Hastert lost the speakership when the GOP lost the House leadership in 2007.

John Boehner was the next Republican speaker, serving from 2011 to 2015. The party increased in its divisiveness and this was the reason he resigned as speaker. Extremists in the party made increasing demands and would not cooperate with anyone. (Flash to the future at this point: Kevin McCarthy wanted to succeed Boehner at the time, but pulled out of that quest because of the divisiveness in the caucus. He also said (honestly) at the time that the hearings on Benghazi were politically motivated against Secretary of State Hillary Clinton and Republicans did not like that either.)

So Paul Ryan took the speakership. He served from 2015 to 2019. Ryan at least came to the office with credentials for a clear policy on something. He was a conservative expert on budget matters. Ryan did not want to be speaker. He did so only after it appeared that no one else would get the votes for the job. As speaker, he resisted much of what President Obama wanted and tried to work with President Trump, but that meant presiding over a dramatic increase in the federal budget deficit, which must have been difficult for him, knowing his history as a deficit hawk.

Ryan quit both the speakership and Congress as the Democrats took control of the House in 2019.

And now we just witnessed the speakership of Kevin McCarthy which lasted only nine months. It is probably a little soon to adequately describe this example of cacophony. The people who sunk this speaker have no policies other than disruption. They are not there to solve any problems. They simply want to complain and strike back. It doesn’t matter to them that the House has ground to a halt, just at the time when one of our Allies, Israel, was attacked viciously and needs our full support. (This is the same party of the senator from Alabama who is stopping military appointments because of his view on abortion.) They have no loyalty except to their own right-wing agenda.

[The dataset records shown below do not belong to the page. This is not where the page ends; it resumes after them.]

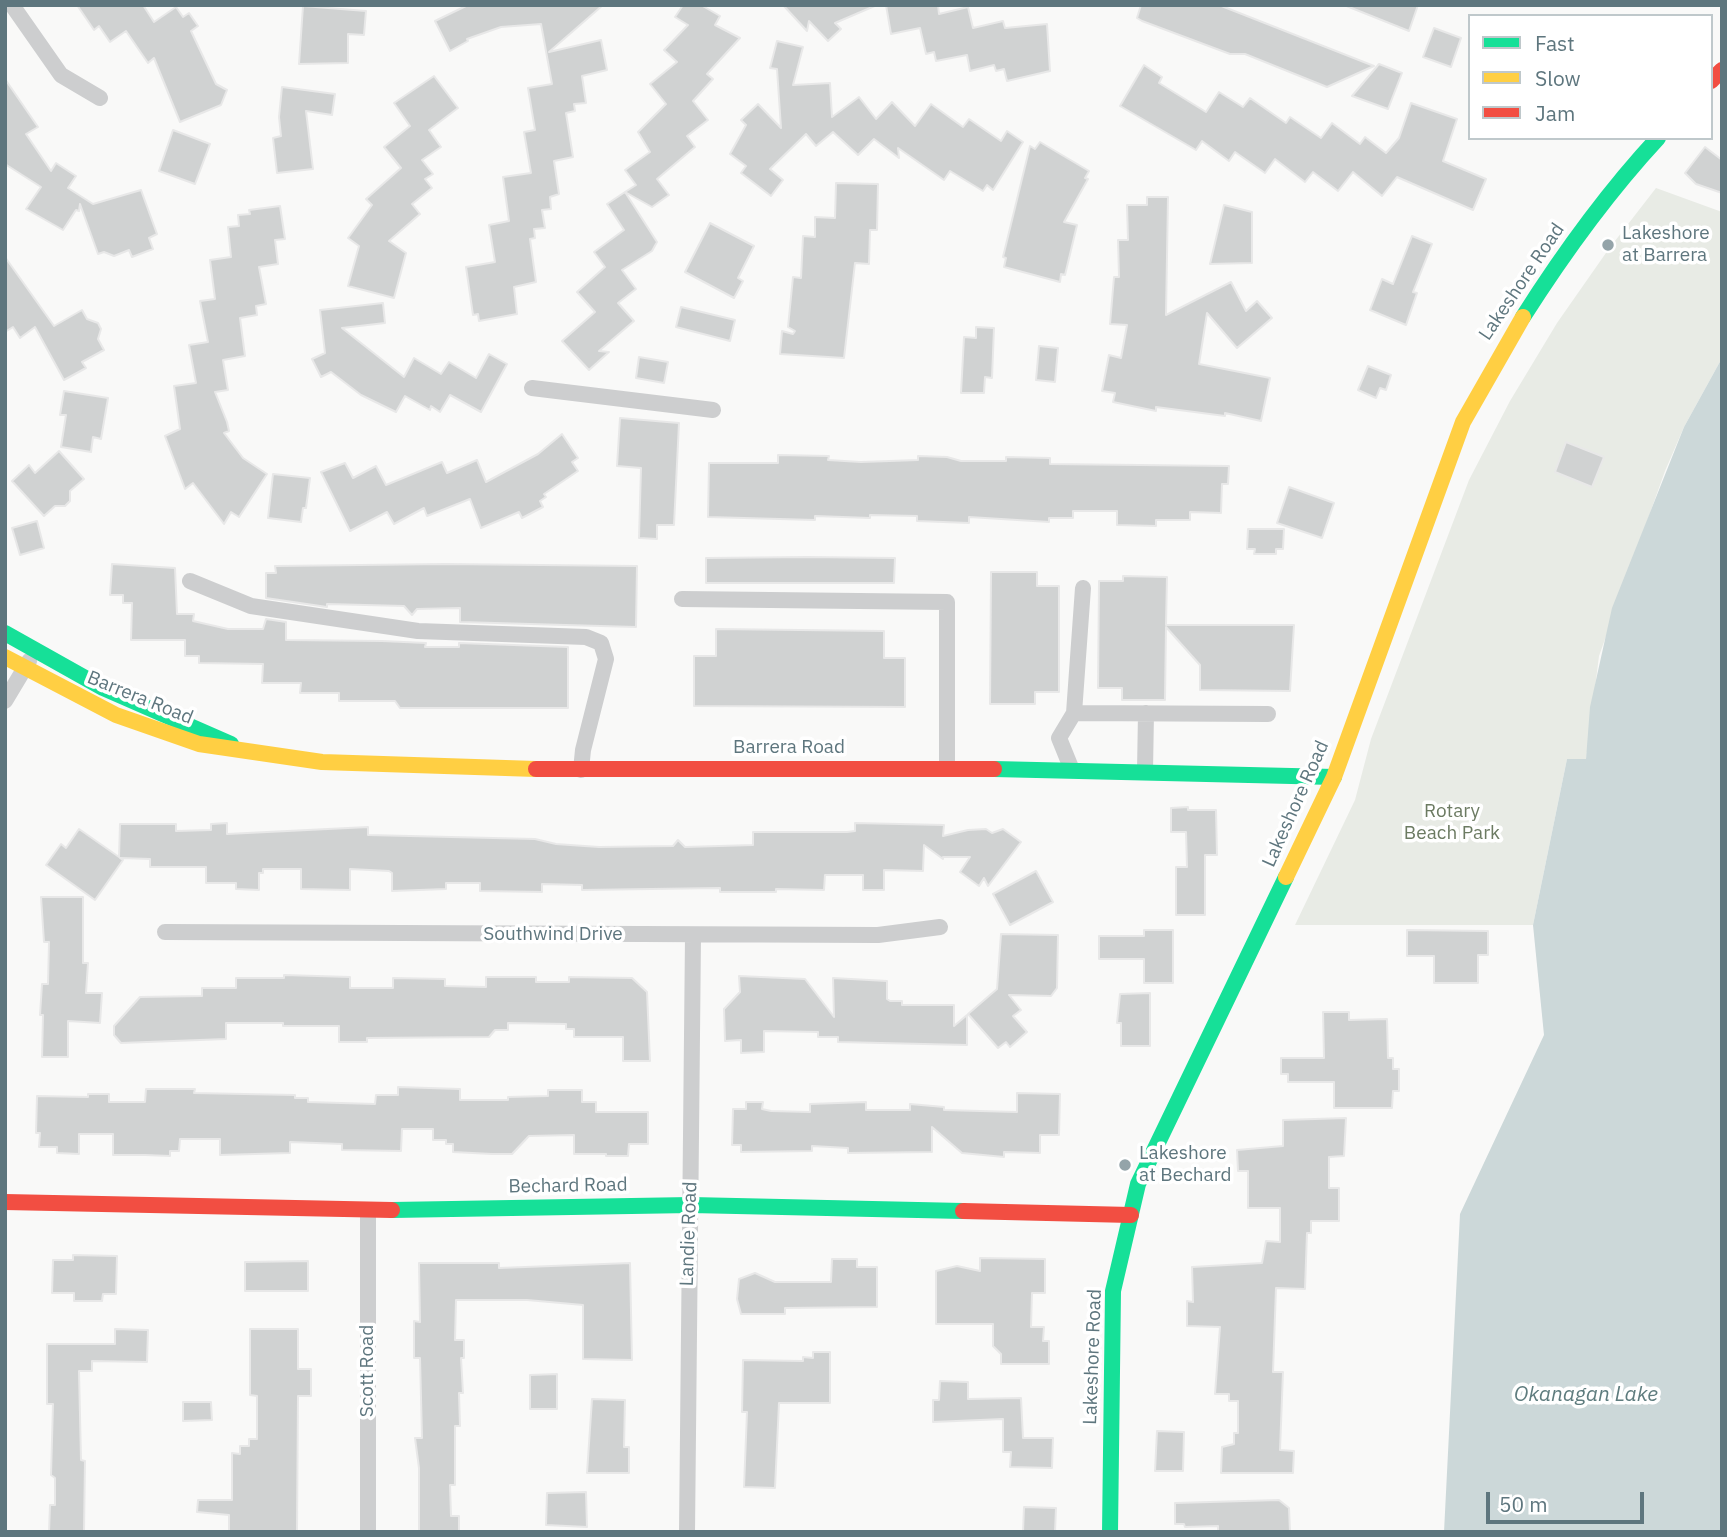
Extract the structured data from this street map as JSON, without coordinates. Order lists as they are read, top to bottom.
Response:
{
  "streets": {
    "street": [
      "Lakeshore Road",
      "Barrera Road",
      "Southwind Drive",
      "Bechard Road",
      "Landie Road",
      "Scott Road"
    ]
  },
  "crossings": [
    ["Lakeshore Road", "Barrera Road"],
    ["Lakeshore Road", "Bechard Road"],
    ["Southwind Drive", "Landie Road"],
    ["Bechard Road", "Landie Road"],
    ["Bechard Road", "Scott Road"]
  ],
  "water": ["Okanagan Lake"],
  "parks": ["Rotary Beach Park"],
  "places": ["Lakeshore at Barrera", "Lakeshore at Bechard"],
  "legend": ["Fast", "Slow", "Jam"],
  "scale_bar": "50 m"
}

Similar to their standard-bearer, Trump, who just turned on the Israeli leadership after years of portraying himself as a staunch ally of Israel.

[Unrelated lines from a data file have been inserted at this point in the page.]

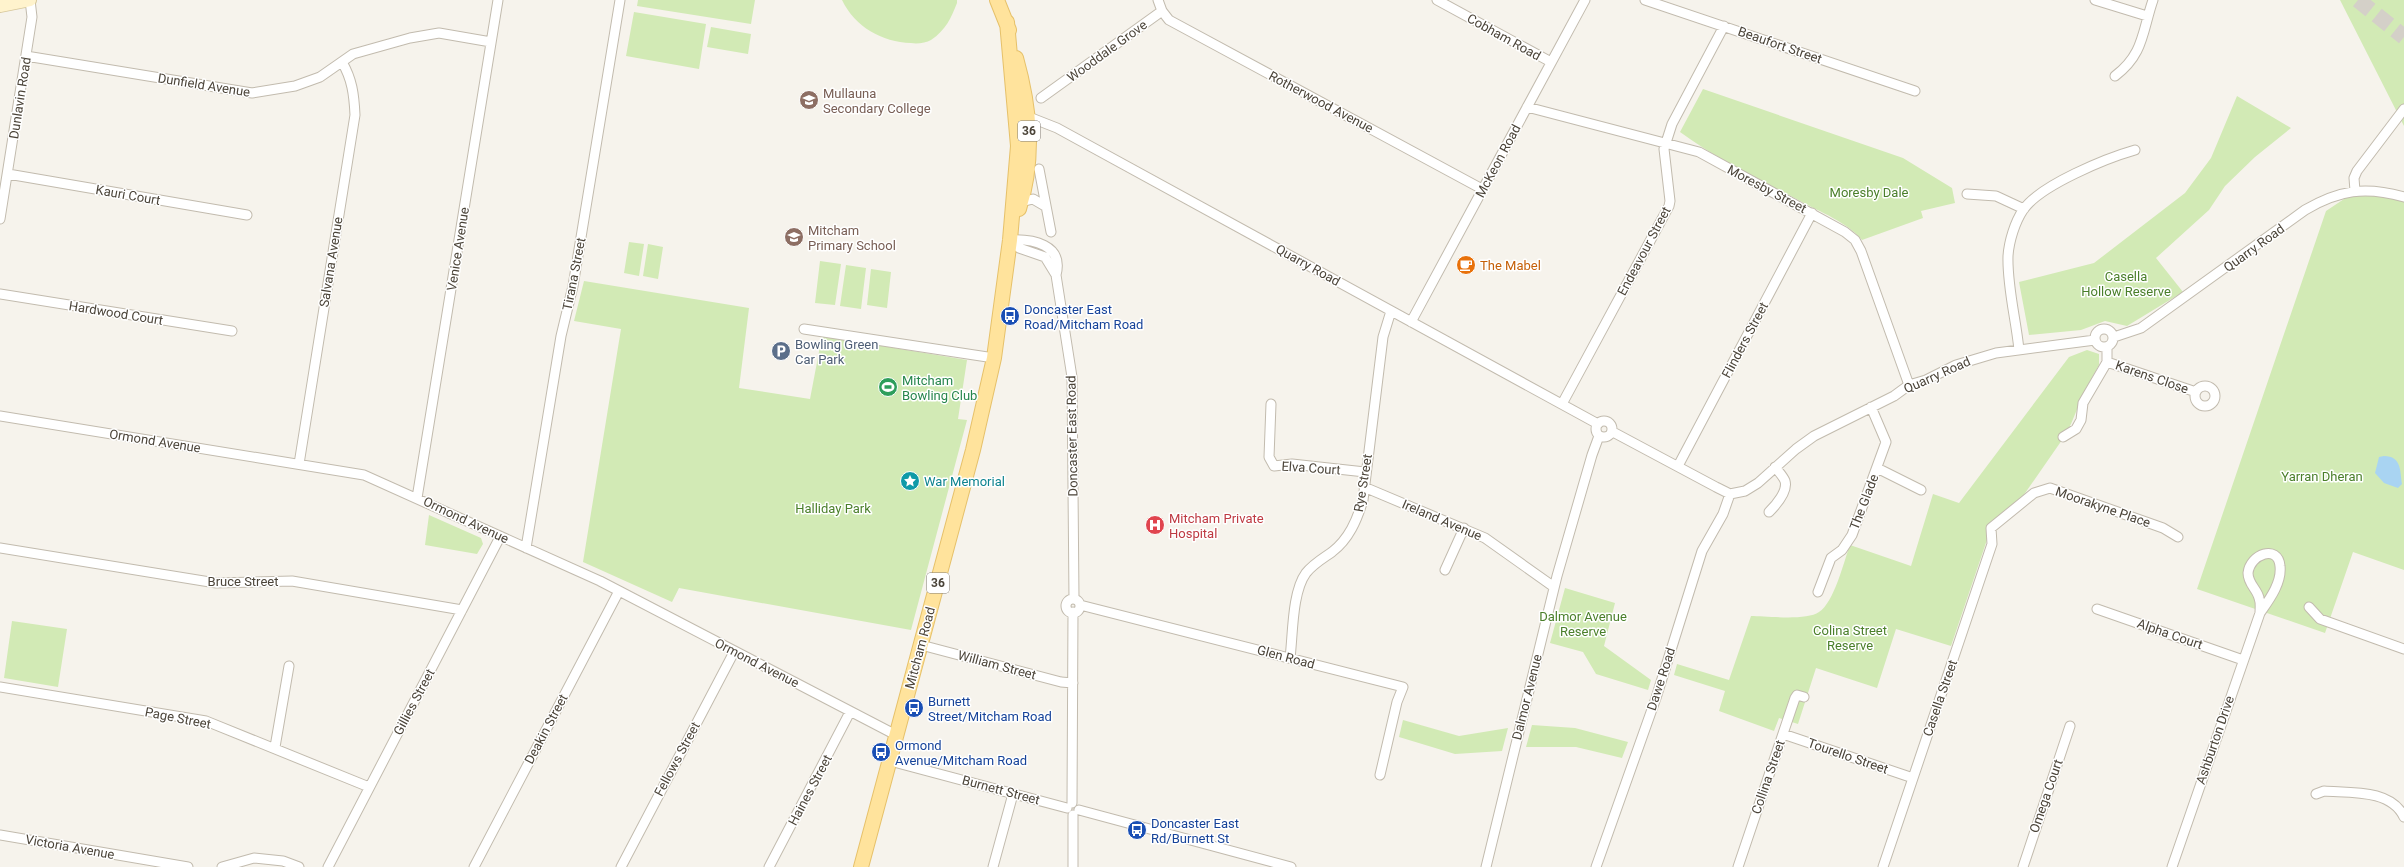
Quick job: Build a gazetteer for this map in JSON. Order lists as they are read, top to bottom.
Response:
{
  "streets": {
    "main road": ["36", "Mitcham Road"],
    "street": [
      "Cobham Road",
      "Beaufort Street",
      "Wooddale Grove",
      "Dunfield Avenue",
      "Dunlavin Road",
      "Rotherwood Avenue",
      "McKeon Road",
      "Moresby Street",
      "Kauri Court",
      "Quarry Road",
      "Venice Avenue",
      "Endeavour Street",
      "Salvana Avenue",
      "Tirana Street",
      "Hardwood Court",
      "Flinders Street",
      "Karens Close",
      "Doncaster East Road",
      "Ormond Avenue",
      "Elva Court",
      "Rye Street",
      "The Glade",
      "Moorakyne Place",
      "Ireland Avenue",
      "Bruce Street",
      "Alpha Court",
      "Glen Road",
      "William Street",
      "Dawe Road",
      "Dalmor Avenue",
      "Casella Street",
      "Gillies Street",
      "Page Street",
      "Deakin Street",
      "Ashburton Drive",
      "Tourello Street",
      "Fellows Street",
      "Collina Street",
      "Haines Street",
      "Burnett Street",
      "Omega Court",
      "Victoria Avenue"
    ]
  },
  "crossings": [
    ["Cobham Road", "McKeon Road"],
    ["Beaufort Street", "Endeavour Street"],
    ["Wooddale Grove", "Rotherwood Avenue"],
    ["Dunfield Avenue", "Dunlavin Road"],
    ["Dunfield Avenue", "Venice Avenue"],
    ["Dunfield Avenue", "Salvana Avenue"],
    ["Dunlavin Road", "Kauri Court"],
    ["Rotherwood Avenue", "McKeon Road"],
    ["McKeon Road", "Moresby Street"],
    ["McKeon Road", "Quarry Road"],
    ["Moresby Street", "Quarry Road"],
    ["Moresby Street", "Endeavour Street"],
    ["Moresby Street", "Flinders Street"],
    ["Quarry Road", "Endeavour Street"],
    ["Quarry Road", "Flinders Street"],
    ["Quarry Road", "Rye Street"],
    ["Quarry Road", "The Glade"],
    ["Quarry Road", "Mitcham Road"],
    ["Quarry Road", "Dawe Road"],
    ["Quarry Road", "Dalmor Avenue"],
    ["Venice Avenue", "Ormond Avenue"],
    ["Salvana Avenue", "Ormond Avenue"],
    ["Tirana Street", "Ormond Avenue"],
    ["Doncaster East Road", "Mitcham Road"],
    ["Doncaster East Road", "Glen Road"],
    ["Ormond Avenue", "Mitcham Road"],
    ["Ormond Avenue", "Gillies Street"],
    ["Ormond Avenue", "Deakin Street"],
    ["Ormond Avenue", "Fellows Street"],
    ["Ormond Avenue", "Haines Street"],
    ["Elva Court", "Rye Street"],
    ["Rye Street", "Ireland Avenue"],
    ["Rye Street", "Glen Road"],
    ["Moorakyne Place", "Casella Street"],
    ["Ireland Avenue", "Dalmor Avenue"],
    ["Bruce Street", "Gillies Street"],
    ["Alpha Court", "Ashburton Drive"],
    ["Mitcham Road", "William Street"],
    ["Mitcham Road", "Burnett Street"],
    ["Casella Street", "Tourello Street"],
    ["Gillies Street", "Page Street"],
    ["Tourello Street", "Collina Street"]
  ],
  "parks": [
    "Moresby Dale",
    "Casella Hollow Reserve",
    "Yarran Dheran",
    "Halliday Park",
    "Dalmor Avenue Reserve",
    "Colina Street Reserve"
  ],
  "places": {
    "school or university": ["Mullauna Secondary College", "Mitcham Primary School"],
    "cafe": ["The Mabel"],
    "bus stop": [
      "Doncaster East Road/Mitcham Road",
      "Burnett Street/Mitcham Road",
      "Ormond Avenue/Mitcham Road",
      "Doncaster East Rd/Burnett St"
    ],
    "parking": ["Bowling Green Car Park"],
    "sports": ["Mitcham Bowling Club"],
    "place": ["War Memorial"],
    "hospital": ["Mitcham Private Hospital"]
  }
}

Congressional Republicans are trying, and failing, again to fill the position which will be second in line to the Presidency. Will it be Rep. Jordan of Ohio? Jordan was sued by victims of sexual misconduct accusing for failing to report the crime while coaching for their college wrestling team. What is it with these guys and wrestling? Can’t they find anyone better than this? Oh, I forgot, Trump wants Jordan, which begs the same question about Trump.

Republicans have confused selfish greed with leadership for decades now. It is beyond time that voters stopped encouraging this by putting them anywhere near winning elections for a government that they want to destroy.